I am doing a multiple linear regression on a set of variables (observations over time). As commonly observed, my model underestimates high values and overestimates low values of the dependent variable $y$. This is clearly seen when I order $y$ (thus, lose the time structure), and plot it with the predicted values (ordered with respect to the ordering of $y$, not losing the "pairs"). In blue are the observed $y$ and in red is the predicted outcome.
The under/overestimation is clear, as the two newly fitted lines have different inclinations. A simple way to correct this bias would be to add to the slope of the red line, so that it equals the slope of the blue line:
Plotting $y$ against predicted values before and after this bias correction looks like:
The correlation between $y$ and predicted values substantially increases.

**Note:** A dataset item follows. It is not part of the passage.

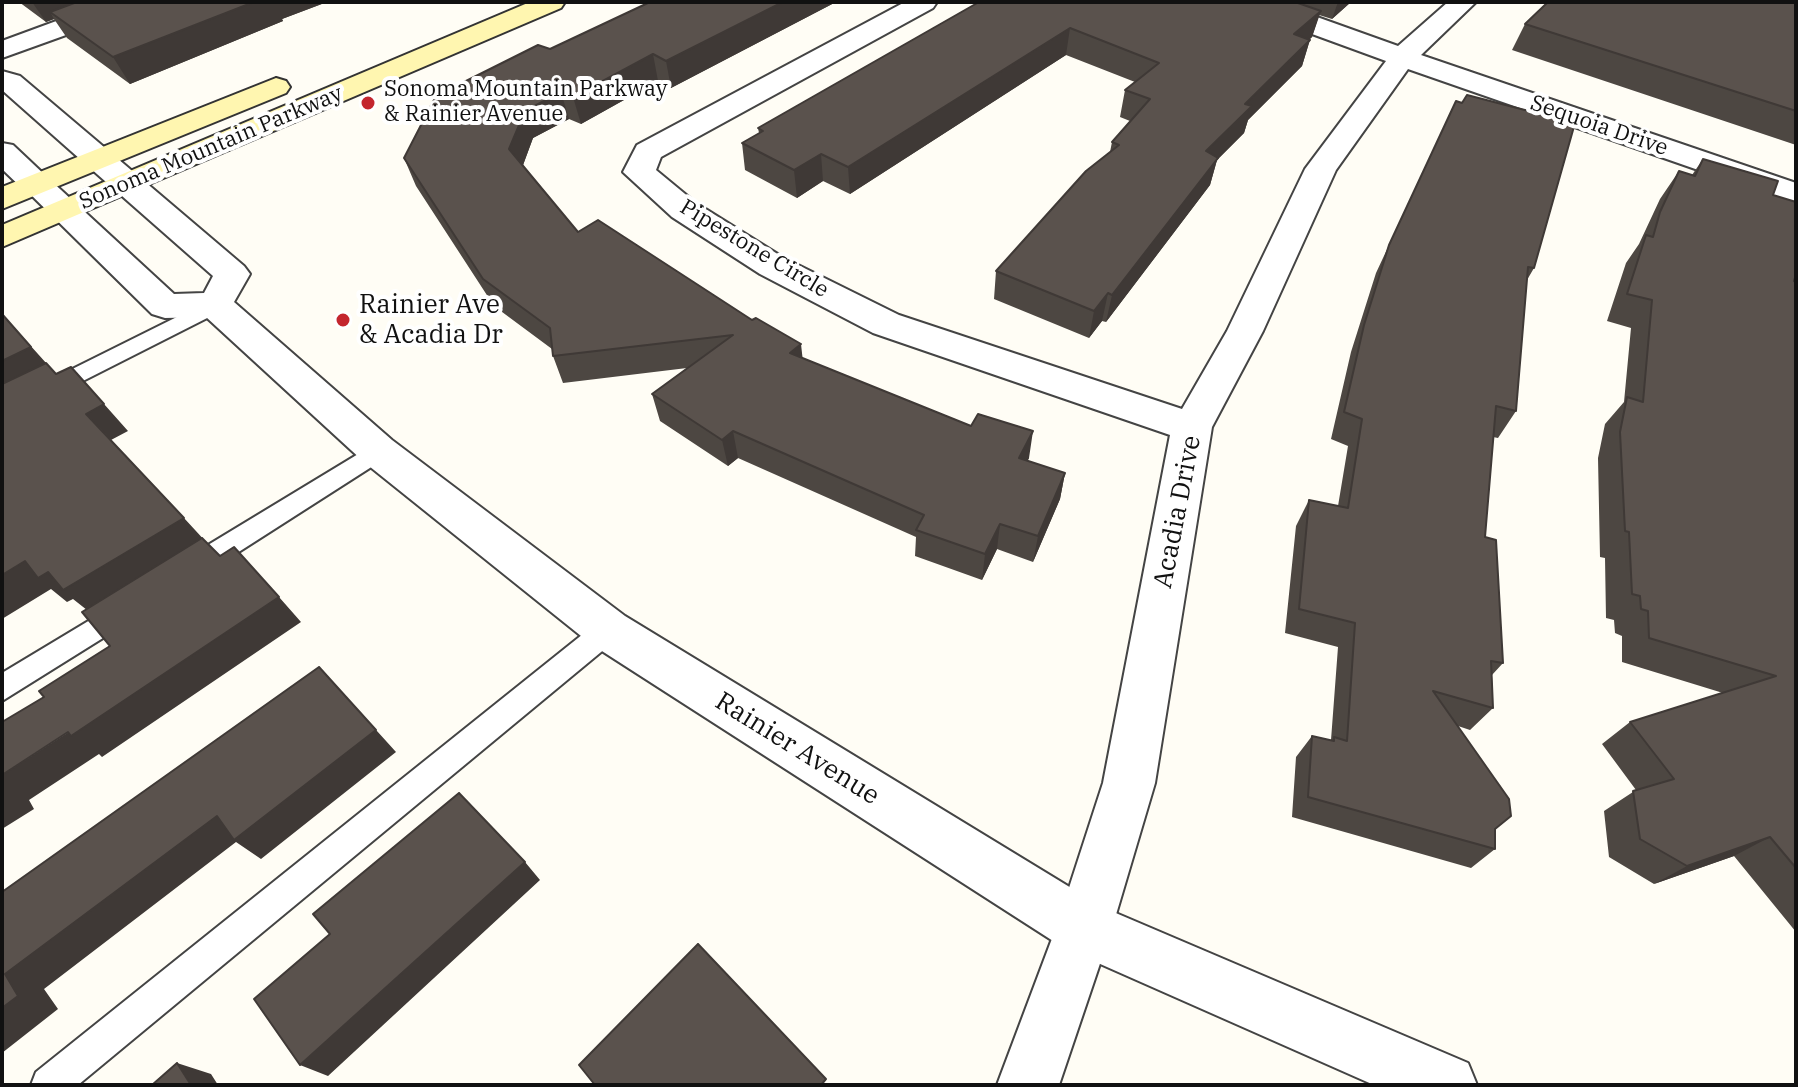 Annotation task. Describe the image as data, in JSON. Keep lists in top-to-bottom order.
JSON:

I understand that adding independent variables in one's linear model, that do not correlate with your dependent variable, would cause a model to predict its mean - therefore over- and underestimating its low and high values, respectively. I also understand that this phenomenon has nothing to do with the behavior of the residuals, as pointed out in this post, for example. My residuals before correction look fine:
Also after correction (maybe a bit more correlated):
How can I interpret the need for this apparently linear bias, in my linear model? Is it fine to apply the same bias correction, when using this model for predictions? Any insights and clarifications are very welcome.